Dataset entries
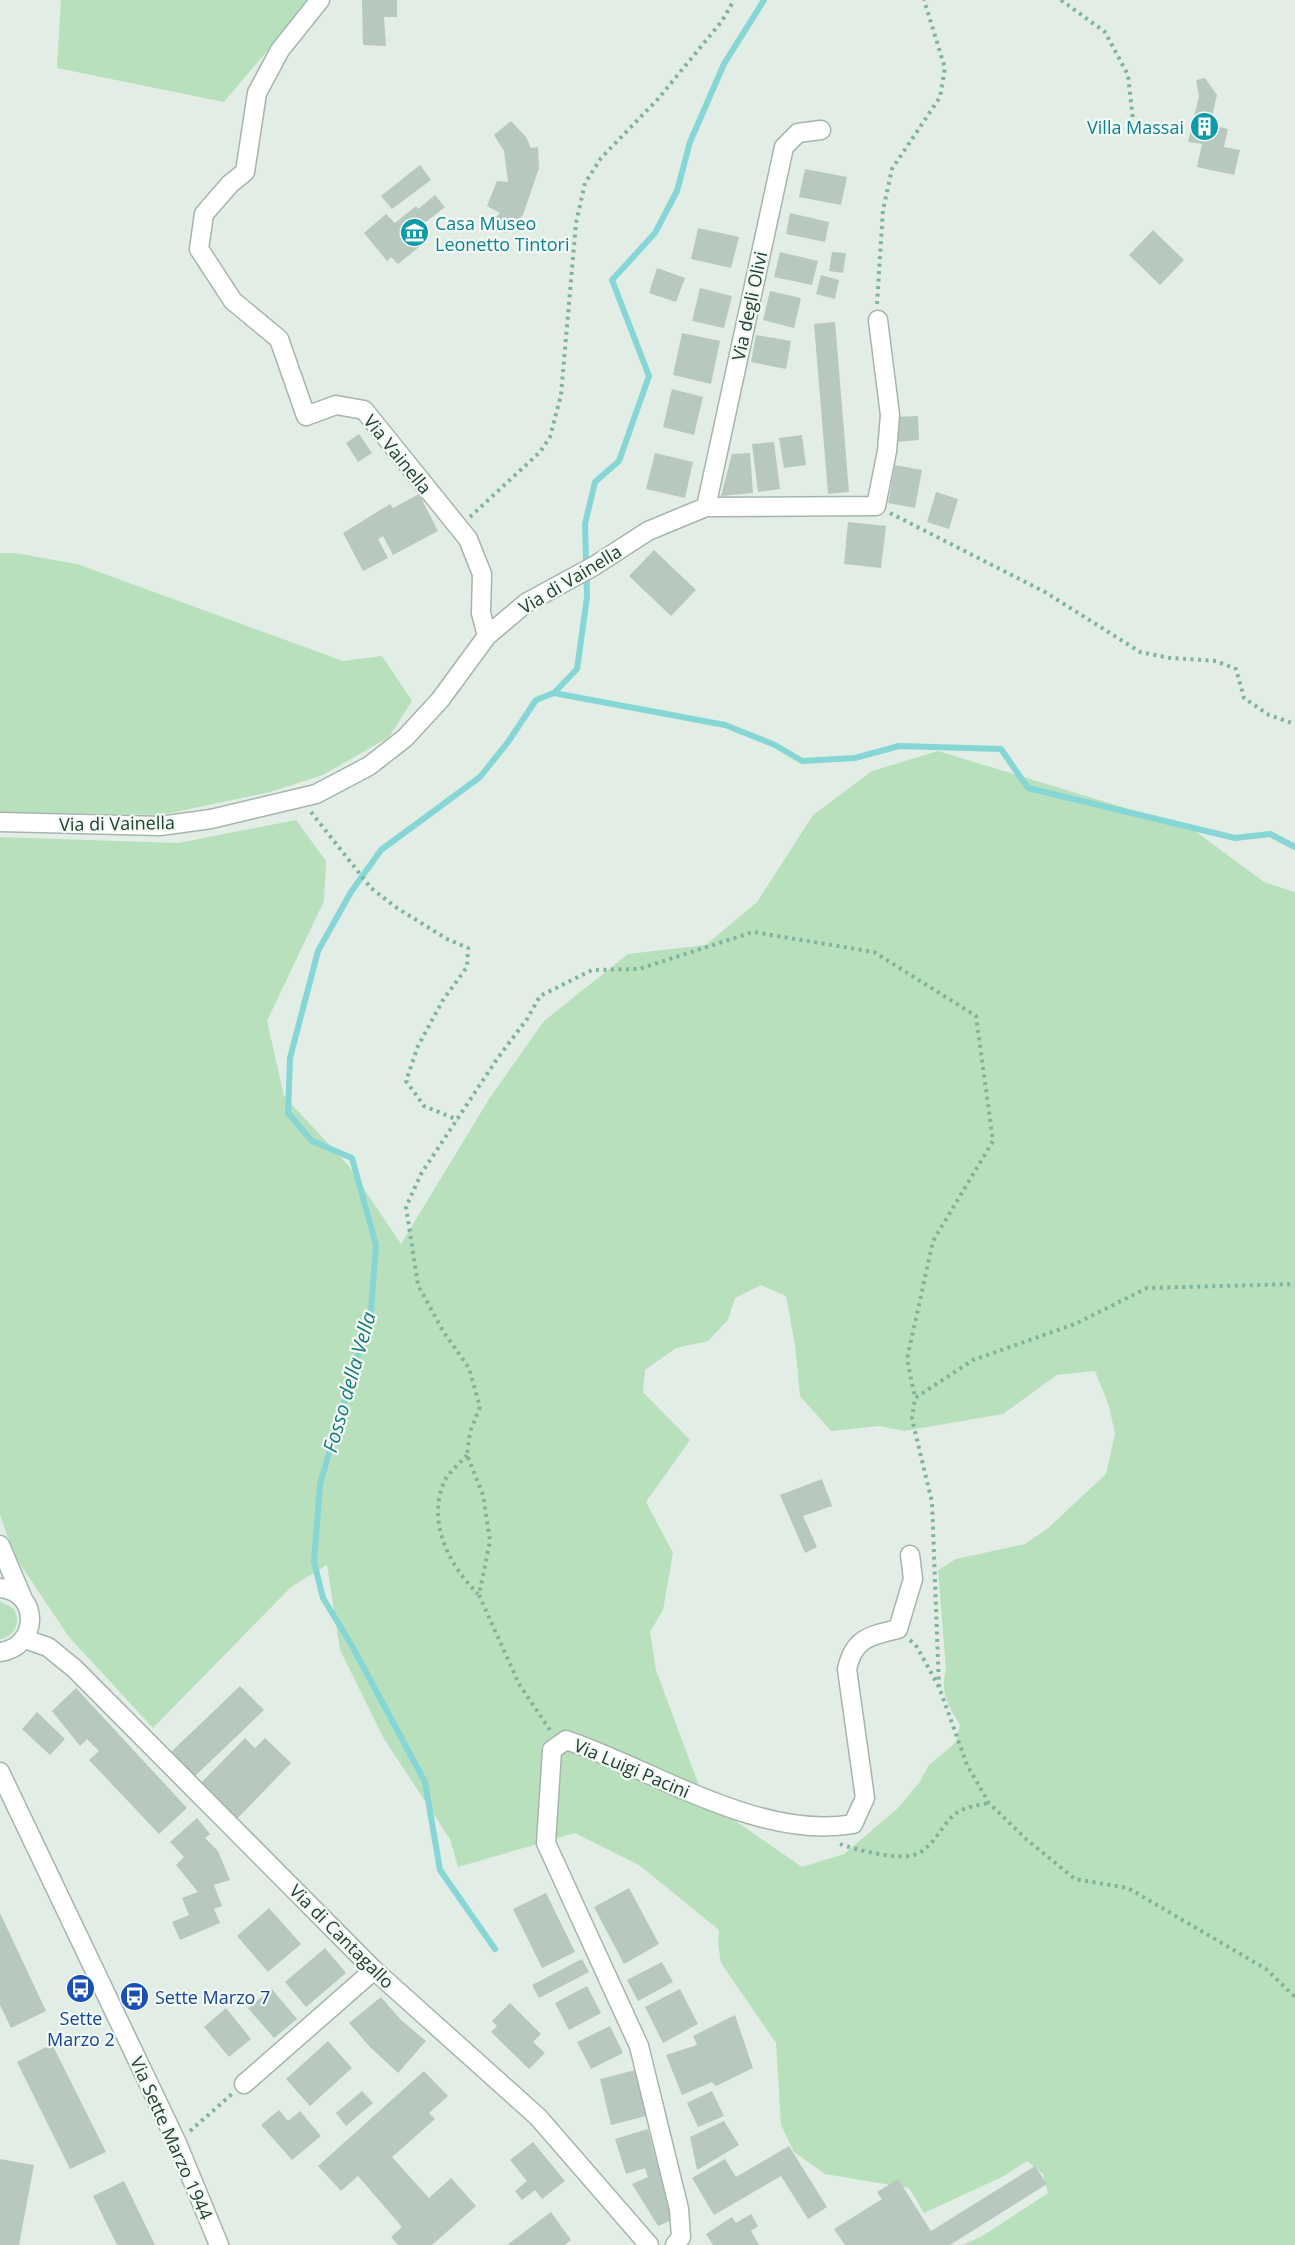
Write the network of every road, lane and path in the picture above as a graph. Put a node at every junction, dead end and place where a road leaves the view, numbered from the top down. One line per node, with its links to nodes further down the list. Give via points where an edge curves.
1 (320, 0): 10 (street, Via Vainella, via 280,50 257,93 245,172 204,214 199,249 233,301 279,339 306,416 336,405 364,410)
2 (734, 0): 10 (path, via 715,30 658,99 601,158 585,183 576,223 561,394 550,438)
3 (924, 0): 7 (path, via 945,68 939,97 892,169 883,210)
4 (1061, 0): 5 (path, via 1106,32 1128,75)
5 (1133, 120)
6 (821, 130): 9 (street, Via degli Olivi, via 798,133 784,147)
7 (878, 320): 8 (street, via 890,415)
8 (876, 506): 9 (street, Via di Vainella); 12 (path, via 1045,592 1140,652 1216,661 1236,669 1244,698 1269,716)
9 (706, 507): 11 (street, Via di Vainella, via 648,531 526,603)
10 (459, 528): 11 (street, Via Vainella, via 468,539 482,574 481,613)
11 (487, 636): 13 (street, Via di Vainella, via 440,700 405,738 342,782)
12 (1295, 724)
13 (298, 797): 14 (street, Via di Vainella, via 211,819 159,826); 15 (path, via 370,887 397,908 468,948 467,967 443,1000 418,1046 406,1081 423,1106)
14 (0, 822)
15 (458, 1120): 17 (path, via 540,996 592,970 639,969 753,932 874,952 976,1016 993,1141 933,1241 907,1359); 18 (path, via 421,1174 406,1207 418,1285 469,1368 480,1407 470,1432)
16 (1295, 1284): 17 (path, via 1147,1288 1075,1324 973,1360)
17 (915, 1398): 27 (path, via 912,1419 932,1502)
18 (467, 1455): 22 (path, via 483,1495 490,1540); 22 (path, via 446,1479 437,1507 444,1546 461,1577)
19 (0, 1545): 23 (street)
20 (910, 1555): 24 (street, via 913,1579)
21 (0, 1588): 23 (street)
22 (479, 1595): 28 (path, via 519,1684 550,1731)
23 (24, 1600): 25 (street, via 31,1620)
24 (898, 1629): 27 (path, via 918,1647); 31 (street, Via Luigi Pacini, via 858,1642 850,1653 847,1669 865,1798 853,1824)
25 (25, 1638): 26 (street); 32 (street, Via di Cantagallo, via 48,1647 75,1670)
26 (1, 1653)
27 (939, 1687): 30 (path, via 967,1764)
28 (566, 1740): 31 (street, Via Luigi Pacini, via 684,1792 776,1821); 38 (street, Via Luigi Pacini, via 552,1750 546,1843 639,2046 679,2209 681,2236)
29 (0, 1772): 35 (street, Via Sette Marzo 1944)
30 (989, 1803): 31 (path, via 954,1815 939,1836 914,1855 882,1854 841,1845); 33 (path, via 1075,1879 1128,1888 1266,1969)
31 (827, 1829)
32 (374, 1970): 34 (street); 37 (street, Via di Cantagallo, via 538,2117)
33 (1295, 1997)
34 (244, 2084): 35 (path)
35 (177, 2143): 36 (street, Via Sette Marzo 1944)
36 (219, 2245)
37 (650, 2245)
38 (675, 2245)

TASK ITEM
Where a line above holds the word "Sette", copy it.

TASK OUTPUT
29 (0, 1772): 35 (street, Via Sette Marzo 1944)
35 (177, 2143): 36 (street, Via Sette Marzo 1944)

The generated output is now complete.